START STORED DATA
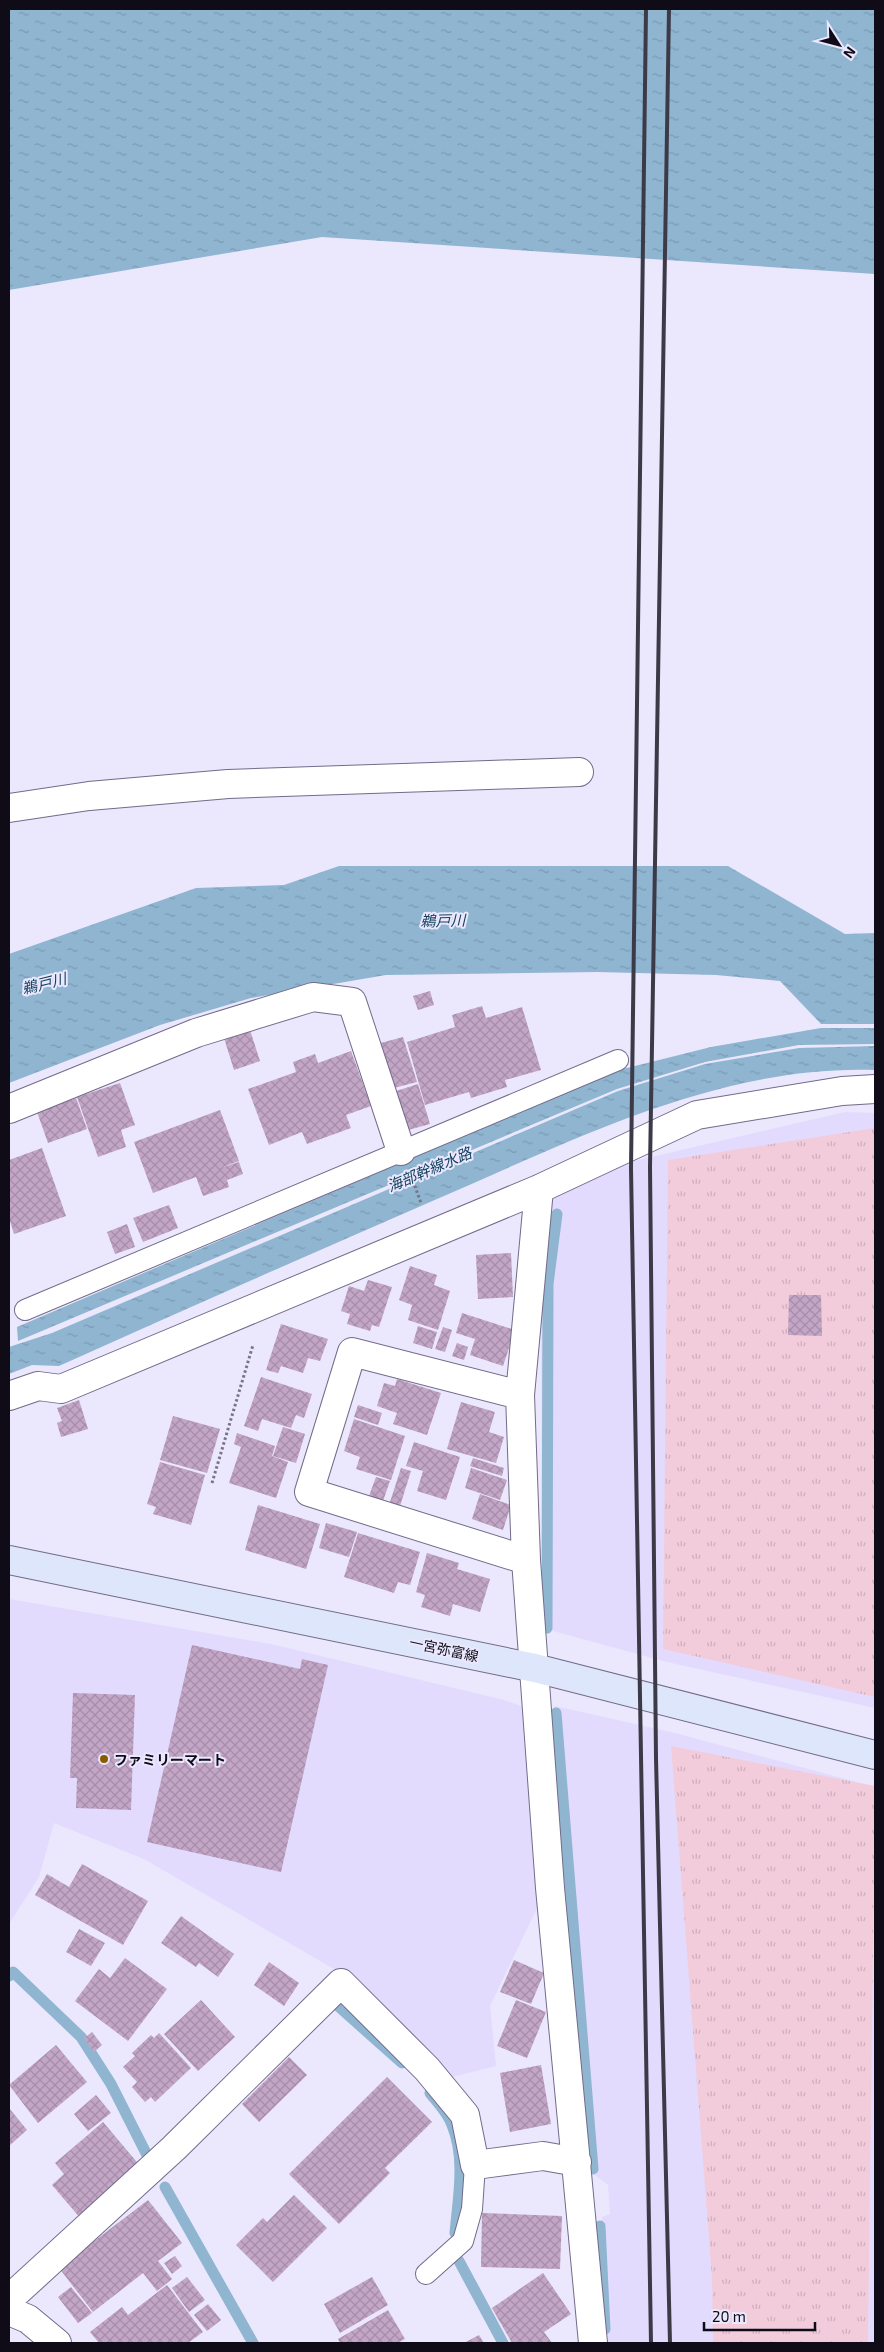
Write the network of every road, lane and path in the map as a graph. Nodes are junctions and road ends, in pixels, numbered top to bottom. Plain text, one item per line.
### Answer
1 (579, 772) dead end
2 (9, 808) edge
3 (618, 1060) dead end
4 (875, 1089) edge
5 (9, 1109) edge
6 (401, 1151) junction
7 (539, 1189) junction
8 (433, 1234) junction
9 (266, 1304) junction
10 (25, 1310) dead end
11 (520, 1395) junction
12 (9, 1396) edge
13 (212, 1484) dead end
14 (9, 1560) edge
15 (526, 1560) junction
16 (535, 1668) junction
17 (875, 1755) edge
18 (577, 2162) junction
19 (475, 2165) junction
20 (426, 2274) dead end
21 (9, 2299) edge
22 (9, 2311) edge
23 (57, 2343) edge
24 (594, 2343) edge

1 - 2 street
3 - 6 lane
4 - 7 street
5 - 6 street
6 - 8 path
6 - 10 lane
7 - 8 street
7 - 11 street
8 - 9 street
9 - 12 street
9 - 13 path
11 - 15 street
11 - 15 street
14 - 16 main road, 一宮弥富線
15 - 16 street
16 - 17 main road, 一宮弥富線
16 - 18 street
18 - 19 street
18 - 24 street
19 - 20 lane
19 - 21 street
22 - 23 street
END STORED DATA
START STORED DATA
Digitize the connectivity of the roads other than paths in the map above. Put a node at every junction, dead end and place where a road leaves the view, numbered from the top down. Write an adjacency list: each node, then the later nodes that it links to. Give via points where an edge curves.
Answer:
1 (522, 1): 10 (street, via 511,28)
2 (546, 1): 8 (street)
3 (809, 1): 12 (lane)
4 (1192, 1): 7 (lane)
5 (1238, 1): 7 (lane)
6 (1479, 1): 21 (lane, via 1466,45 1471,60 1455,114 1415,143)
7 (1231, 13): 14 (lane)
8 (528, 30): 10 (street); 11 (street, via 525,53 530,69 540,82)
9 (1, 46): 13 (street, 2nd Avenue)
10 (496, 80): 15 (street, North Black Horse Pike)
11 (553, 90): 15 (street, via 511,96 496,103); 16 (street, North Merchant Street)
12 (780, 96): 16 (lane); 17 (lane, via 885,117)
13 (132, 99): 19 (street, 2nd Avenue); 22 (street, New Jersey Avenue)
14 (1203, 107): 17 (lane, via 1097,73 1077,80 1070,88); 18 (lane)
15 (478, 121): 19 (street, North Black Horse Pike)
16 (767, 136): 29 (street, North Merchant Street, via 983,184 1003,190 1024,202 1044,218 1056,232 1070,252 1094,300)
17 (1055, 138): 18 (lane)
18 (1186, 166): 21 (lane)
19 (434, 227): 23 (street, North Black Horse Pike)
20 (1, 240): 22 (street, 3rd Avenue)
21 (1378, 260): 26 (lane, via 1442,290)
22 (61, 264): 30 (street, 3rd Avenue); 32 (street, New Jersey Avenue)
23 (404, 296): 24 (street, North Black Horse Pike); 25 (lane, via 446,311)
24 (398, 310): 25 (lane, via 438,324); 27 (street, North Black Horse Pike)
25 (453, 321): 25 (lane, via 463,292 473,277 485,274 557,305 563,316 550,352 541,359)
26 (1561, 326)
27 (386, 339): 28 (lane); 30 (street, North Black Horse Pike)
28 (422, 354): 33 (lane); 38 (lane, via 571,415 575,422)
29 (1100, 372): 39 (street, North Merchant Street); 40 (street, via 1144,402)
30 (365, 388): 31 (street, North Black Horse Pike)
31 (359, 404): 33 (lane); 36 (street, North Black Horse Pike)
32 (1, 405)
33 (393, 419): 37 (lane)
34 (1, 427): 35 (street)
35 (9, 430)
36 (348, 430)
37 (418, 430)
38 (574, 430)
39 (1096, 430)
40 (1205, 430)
END STORED DATA
Out of the records, collect only those lines that contain the string "every".

Write the network of every road, lane and path in the map as a graph. Nodes are junctions and road ends, in pixels, numbered top to bottom. Plain text, one item per line.
Digitize the connectivity of the roads other than paths in the map above. Put a node at every junction, dead end and place where a road leaves the view, numbered from the top down. Write an adjacency list: each node, then the later nodes that it links to. Give via points where an edge curves.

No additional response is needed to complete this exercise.